> [Work task]:
Which lines of the entries hold the string "highway"? Copy each one.

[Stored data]
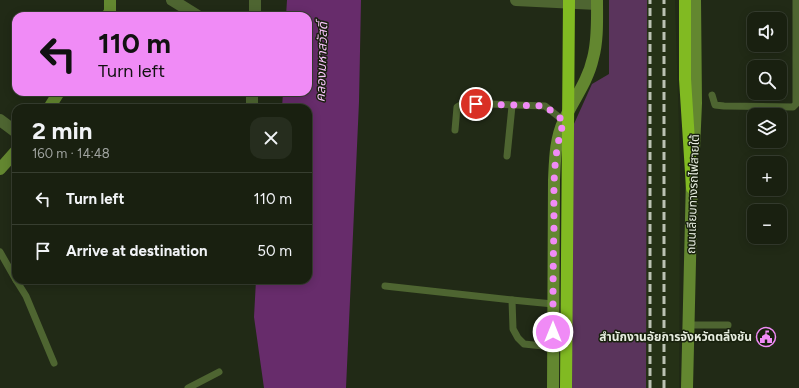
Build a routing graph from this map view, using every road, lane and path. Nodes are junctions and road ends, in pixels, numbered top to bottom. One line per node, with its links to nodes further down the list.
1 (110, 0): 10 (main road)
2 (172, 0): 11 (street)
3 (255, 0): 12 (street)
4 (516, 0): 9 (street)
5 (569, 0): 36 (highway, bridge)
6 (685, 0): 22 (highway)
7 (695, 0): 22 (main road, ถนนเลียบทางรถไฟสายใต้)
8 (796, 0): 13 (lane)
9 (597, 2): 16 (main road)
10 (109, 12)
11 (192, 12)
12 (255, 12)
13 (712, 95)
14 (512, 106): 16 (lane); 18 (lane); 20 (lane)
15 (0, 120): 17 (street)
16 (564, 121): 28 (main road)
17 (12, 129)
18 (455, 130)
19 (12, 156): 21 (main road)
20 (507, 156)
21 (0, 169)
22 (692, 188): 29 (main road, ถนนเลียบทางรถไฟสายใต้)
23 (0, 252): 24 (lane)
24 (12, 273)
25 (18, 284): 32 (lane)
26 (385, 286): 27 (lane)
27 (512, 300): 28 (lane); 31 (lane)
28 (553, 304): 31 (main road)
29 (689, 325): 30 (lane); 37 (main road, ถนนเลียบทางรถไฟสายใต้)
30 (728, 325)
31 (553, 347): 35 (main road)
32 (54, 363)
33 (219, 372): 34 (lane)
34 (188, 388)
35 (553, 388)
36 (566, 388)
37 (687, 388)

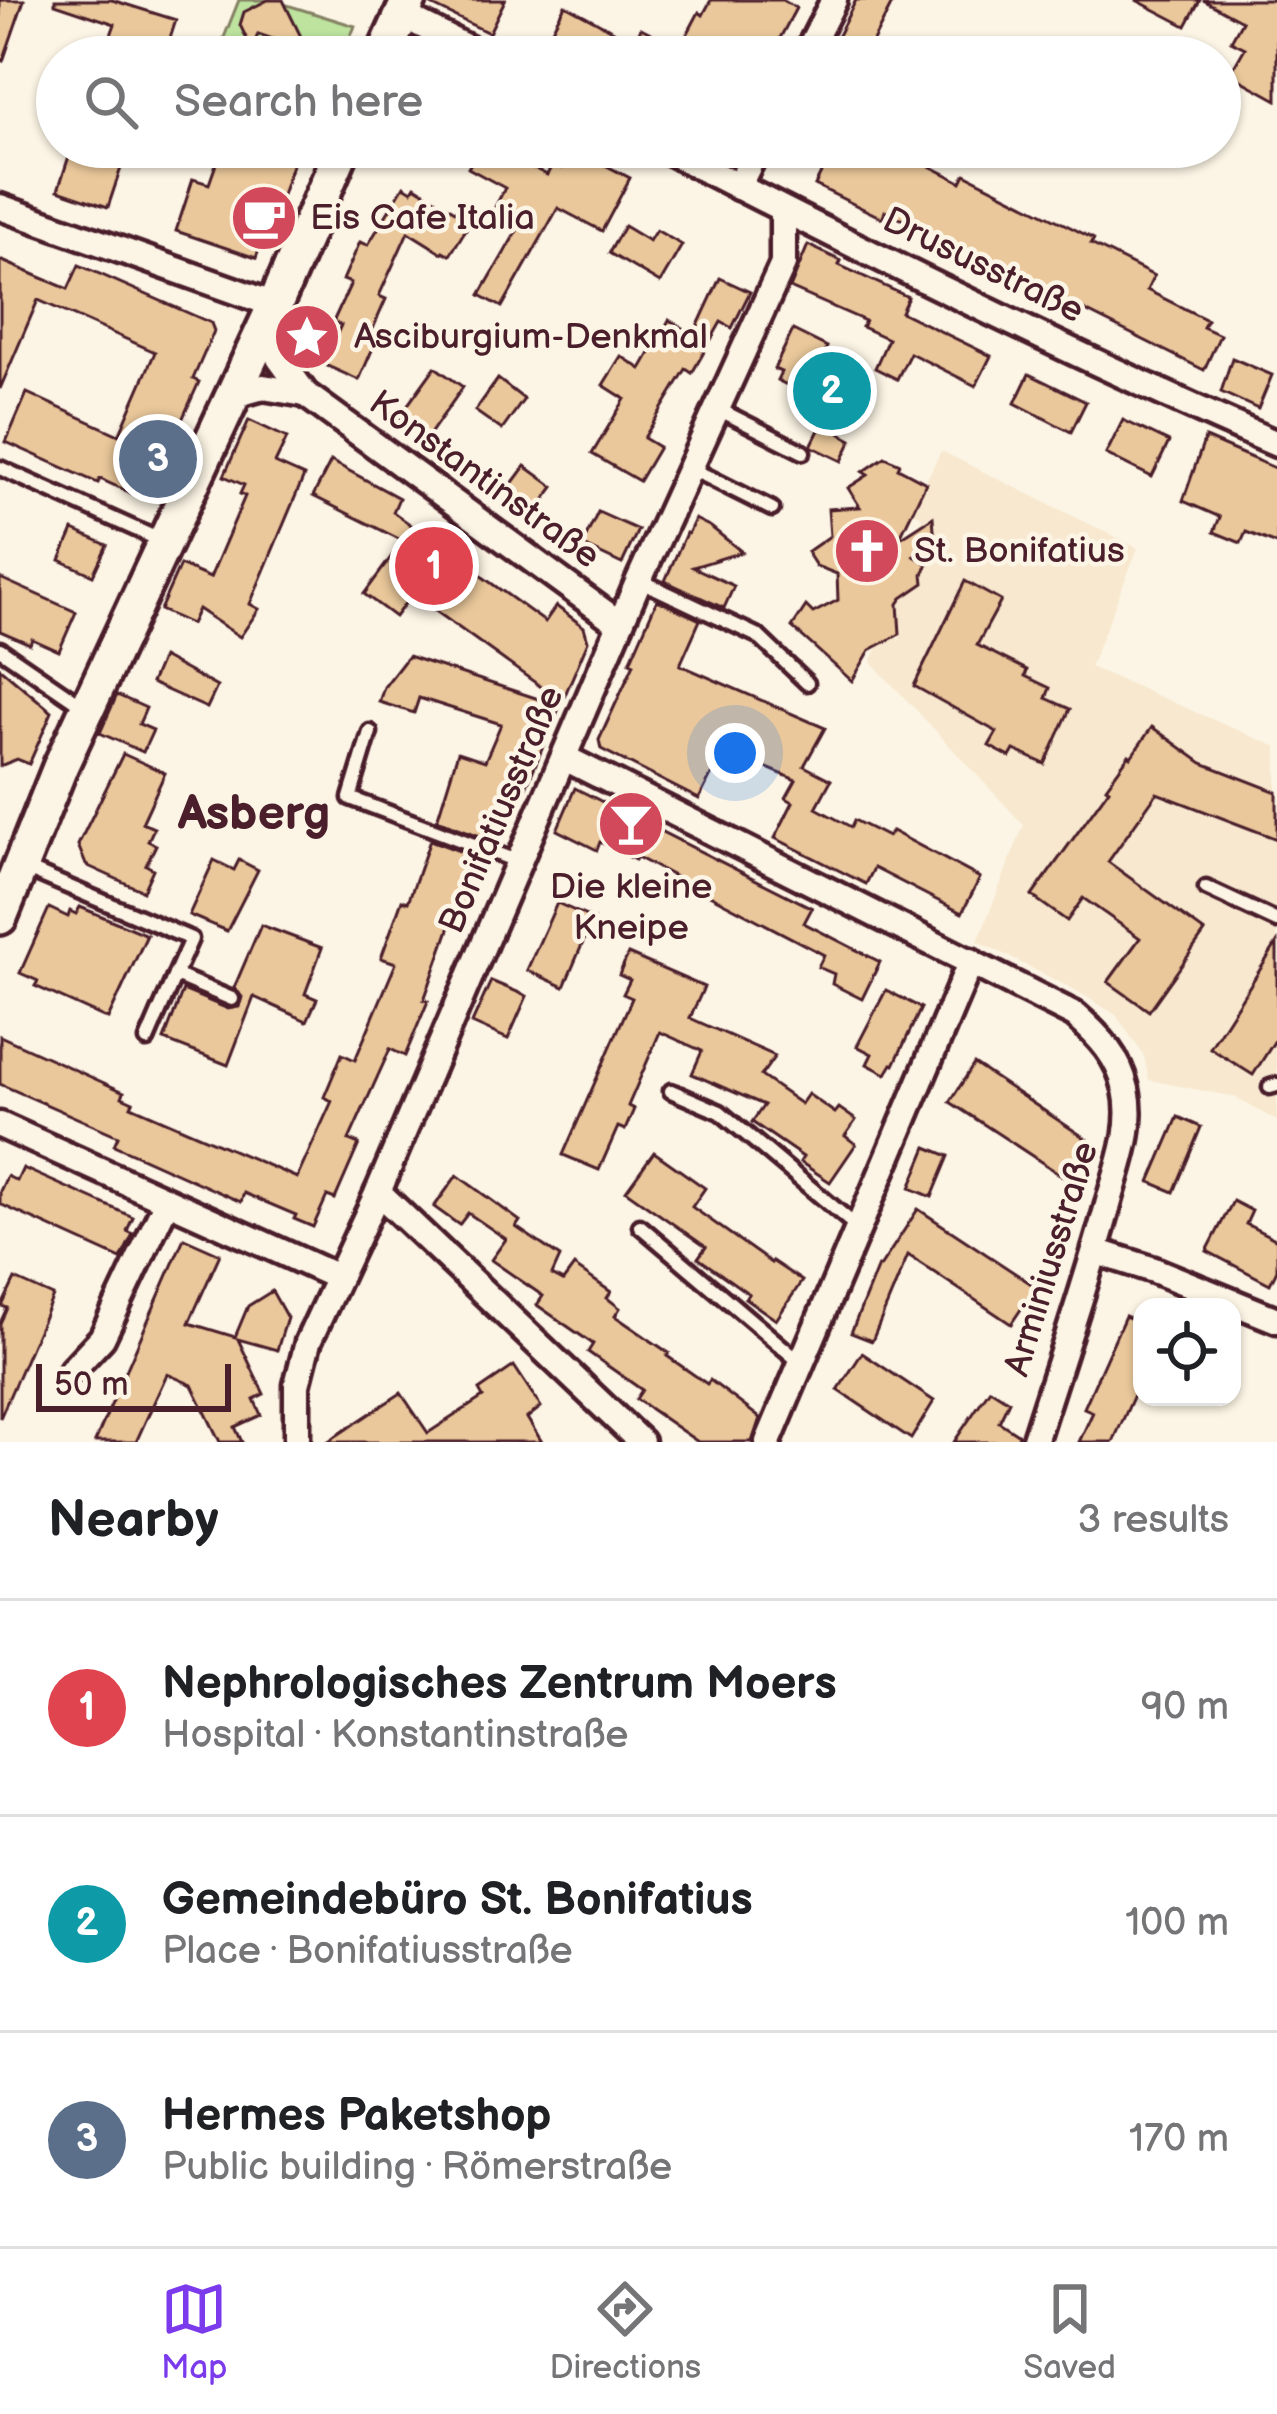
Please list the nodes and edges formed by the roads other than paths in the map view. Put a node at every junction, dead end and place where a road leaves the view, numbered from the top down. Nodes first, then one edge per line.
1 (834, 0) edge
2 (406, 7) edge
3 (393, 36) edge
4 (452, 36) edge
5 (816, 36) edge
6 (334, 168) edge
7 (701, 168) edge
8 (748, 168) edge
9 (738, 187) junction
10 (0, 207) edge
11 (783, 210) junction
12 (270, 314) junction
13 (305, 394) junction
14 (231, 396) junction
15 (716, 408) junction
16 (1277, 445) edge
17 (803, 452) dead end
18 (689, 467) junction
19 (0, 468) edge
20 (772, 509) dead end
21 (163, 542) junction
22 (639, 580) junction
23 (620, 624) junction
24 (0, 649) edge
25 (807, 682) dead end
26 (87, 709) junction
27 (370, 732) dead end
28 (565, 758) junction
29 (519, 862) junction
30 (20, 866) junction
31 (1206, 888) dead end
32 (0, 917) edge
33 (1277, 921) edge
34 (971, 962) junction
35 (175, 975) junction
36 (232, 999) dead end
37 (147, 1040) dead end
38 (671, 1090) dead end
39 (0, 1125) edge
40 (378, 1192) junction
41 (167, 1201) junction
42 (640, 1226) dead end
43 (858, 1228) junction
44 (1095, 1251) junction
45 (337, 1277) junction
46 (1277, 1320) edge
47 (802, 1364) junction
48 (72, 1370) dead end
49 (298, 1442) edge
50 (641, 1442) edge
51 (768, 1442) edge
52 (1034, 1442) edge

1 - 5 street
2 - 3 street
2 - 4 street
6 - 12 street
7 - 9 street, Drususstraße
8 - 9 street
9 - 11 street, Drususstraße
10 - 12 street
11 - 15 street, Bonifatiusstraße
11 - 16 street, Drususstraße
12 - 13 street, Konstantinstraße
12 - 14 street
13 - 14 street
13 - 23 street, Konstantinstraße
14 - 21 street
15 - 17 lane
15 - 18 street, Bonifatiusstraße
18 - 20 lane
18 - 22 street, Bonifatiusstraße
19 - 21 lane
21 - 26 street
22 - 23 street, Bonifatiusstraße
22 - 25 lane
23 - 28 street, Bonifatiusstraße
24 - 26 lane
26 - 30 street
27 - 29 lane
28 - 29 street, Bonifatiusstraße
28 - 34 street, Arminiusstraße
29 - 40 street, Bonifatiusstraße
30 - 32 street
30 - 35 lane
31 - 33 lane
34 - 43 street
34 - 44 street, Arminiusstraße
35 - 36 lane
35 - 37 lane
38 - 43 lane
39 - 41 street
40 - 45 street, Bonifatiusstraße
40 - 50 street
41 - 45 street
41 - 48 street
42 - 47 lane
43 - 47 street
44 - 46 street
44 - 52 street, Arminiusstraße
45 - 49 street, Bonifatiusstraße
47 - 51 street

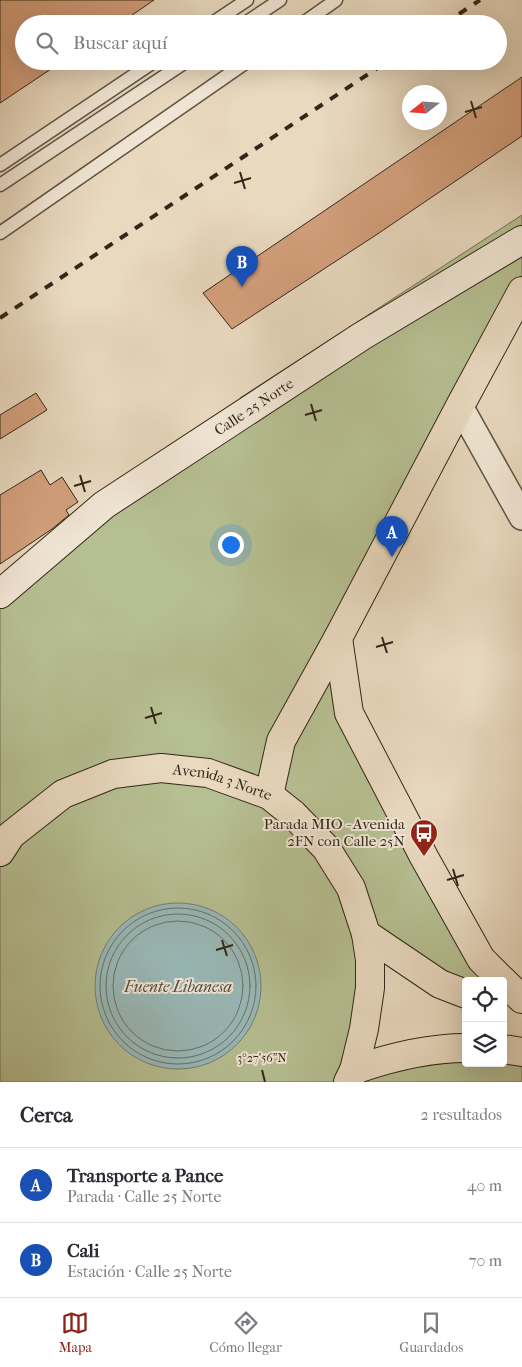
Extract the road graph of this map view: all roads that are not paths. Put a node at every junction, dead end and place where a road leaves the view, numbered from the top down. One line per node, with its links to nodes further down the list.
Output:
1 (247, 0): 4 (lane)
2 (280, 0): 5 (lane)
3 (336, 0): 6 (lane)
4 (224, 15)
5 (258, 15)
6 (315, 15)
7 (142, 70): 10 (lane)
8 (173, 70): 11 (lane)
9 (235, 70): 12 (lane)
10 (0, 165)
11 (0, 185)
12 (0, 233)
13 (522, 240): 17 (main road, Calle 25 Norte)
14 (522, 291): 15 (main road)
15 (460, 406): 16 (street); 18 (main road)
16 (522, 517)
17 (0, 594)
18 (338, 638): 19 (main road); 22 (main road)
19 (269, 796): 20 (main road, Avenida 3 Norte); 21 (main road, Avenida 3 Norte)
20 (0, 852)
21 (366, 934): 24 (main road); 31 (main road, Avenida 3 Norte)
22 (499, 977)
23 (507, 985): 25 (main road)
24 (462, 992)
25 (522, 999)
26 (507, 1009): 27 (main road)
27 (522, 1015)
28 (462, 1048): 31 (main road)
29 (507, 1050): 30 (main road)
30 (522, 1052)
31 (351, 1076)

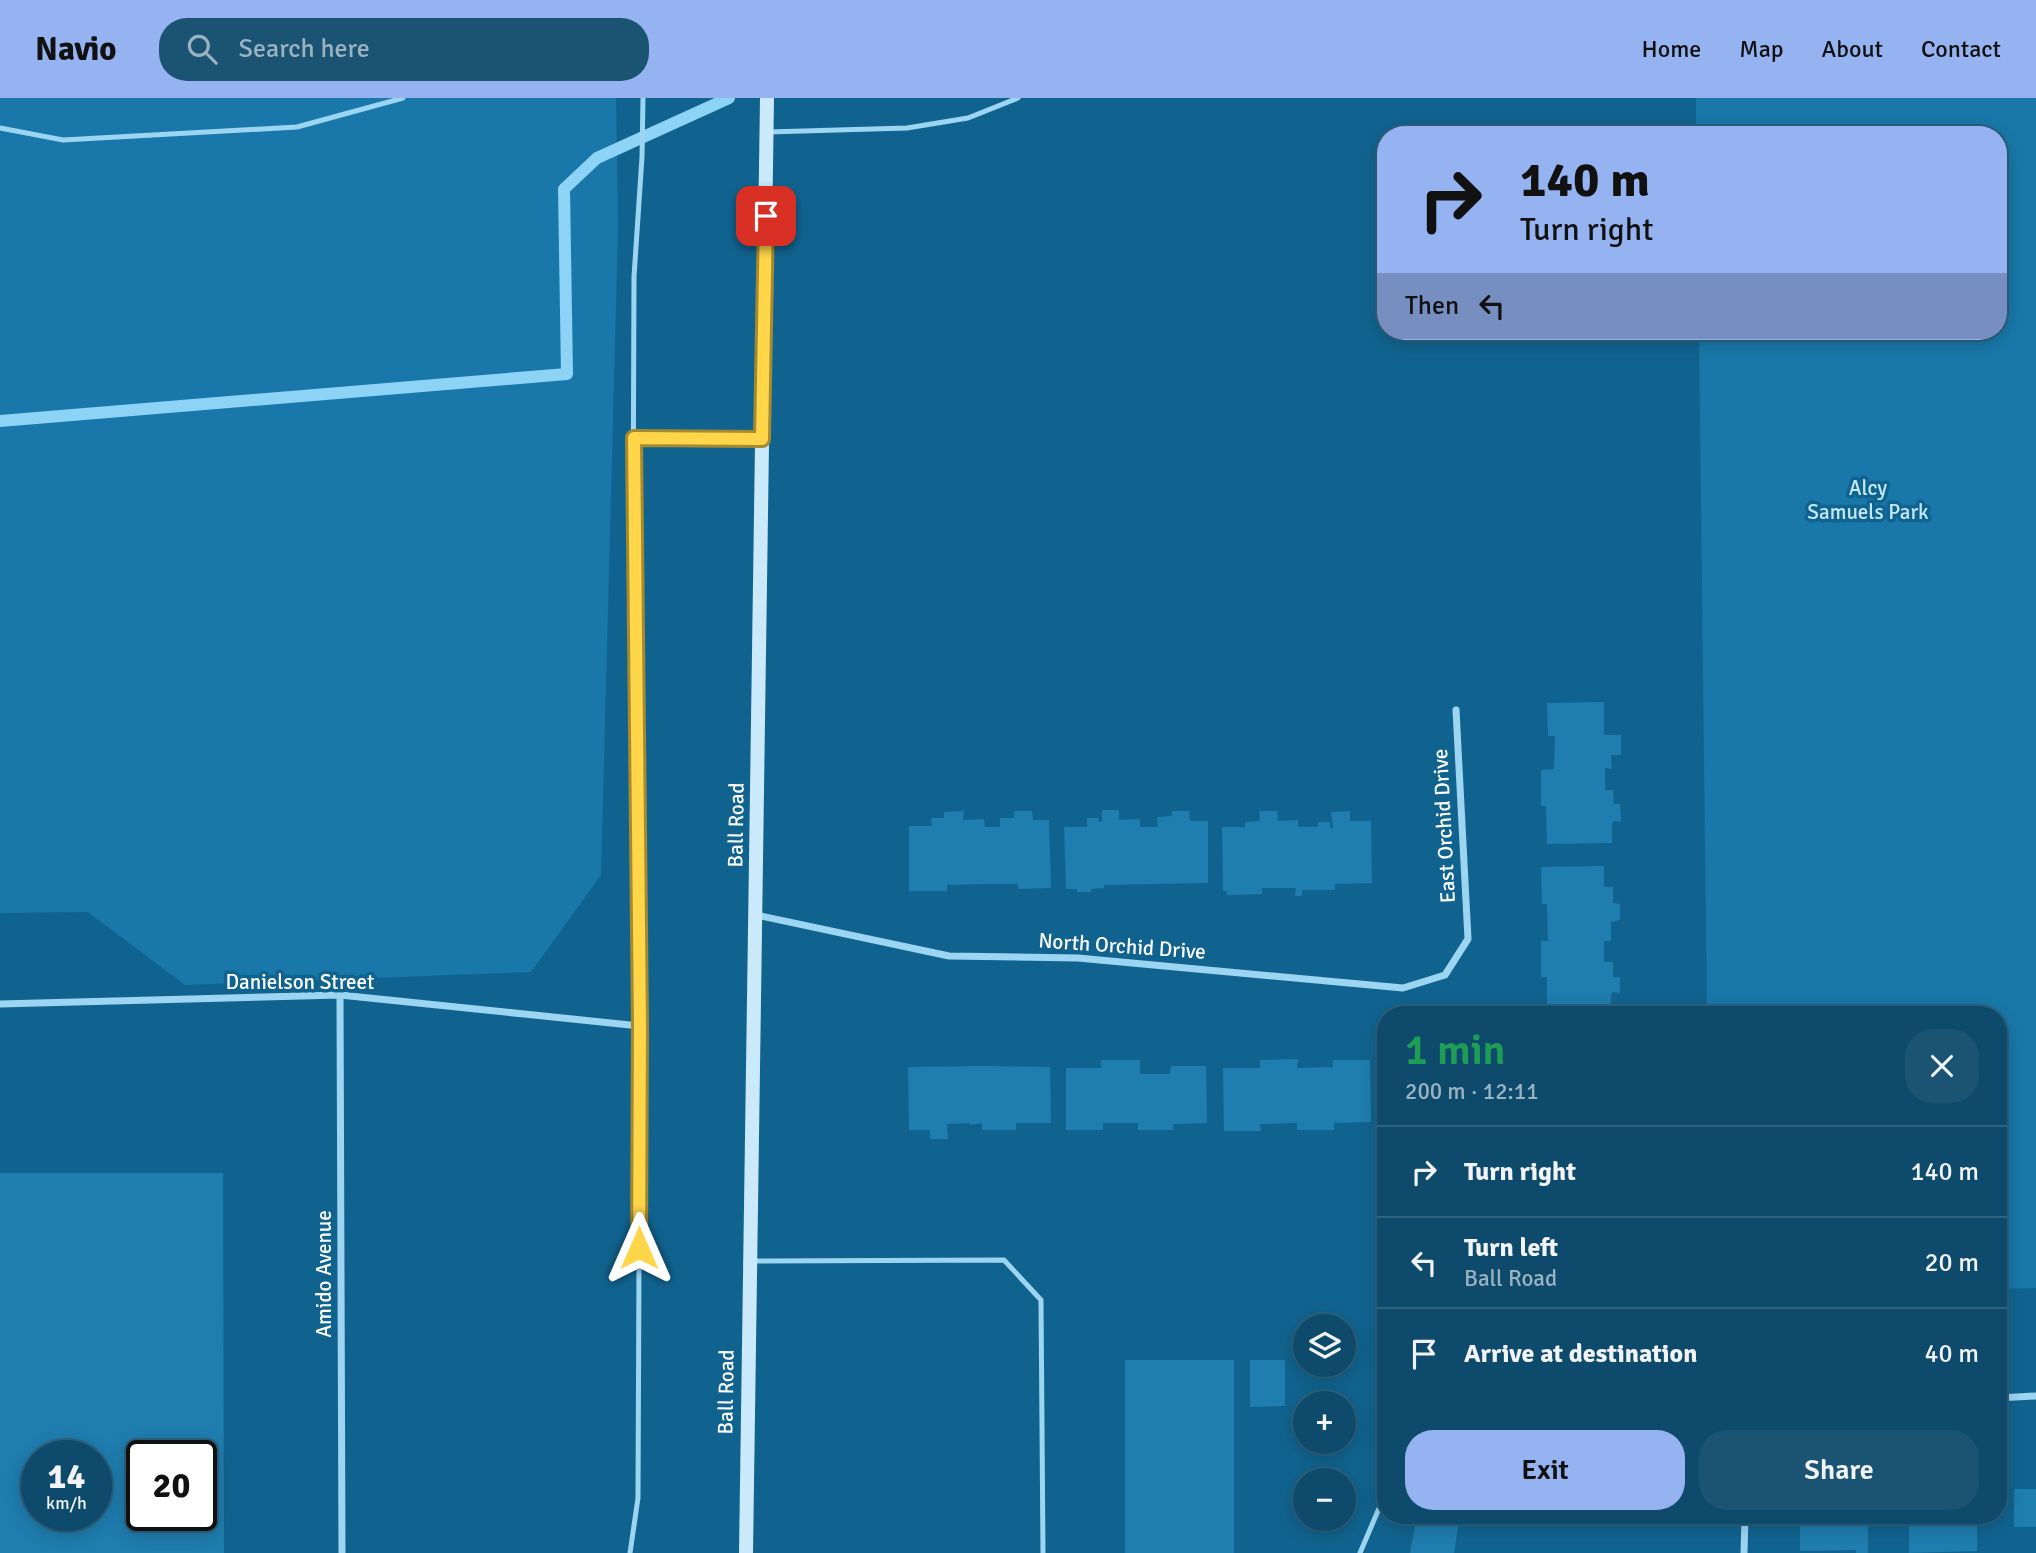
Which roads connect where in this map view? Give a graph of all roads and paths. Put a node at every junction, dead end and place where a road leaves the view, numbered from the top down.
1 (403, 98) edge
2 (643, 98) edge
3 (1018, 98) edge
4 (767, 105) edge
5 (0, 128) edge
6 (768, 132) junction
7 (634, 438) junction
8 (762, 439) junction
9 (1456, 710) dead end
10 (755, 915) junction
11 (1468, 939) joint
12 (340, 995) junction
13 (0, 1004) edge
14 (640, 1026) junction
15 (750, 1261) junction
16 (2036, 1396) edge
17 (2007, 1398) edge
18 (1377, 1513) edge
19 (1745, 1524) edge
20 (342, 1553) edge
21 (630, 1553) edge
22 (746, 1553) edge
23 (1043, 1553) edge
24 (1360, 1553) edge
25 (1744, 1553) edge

> [Final answer]:
5 (569, 0): 36 (highway, bridge)
6 (685, 0): 22 (highway)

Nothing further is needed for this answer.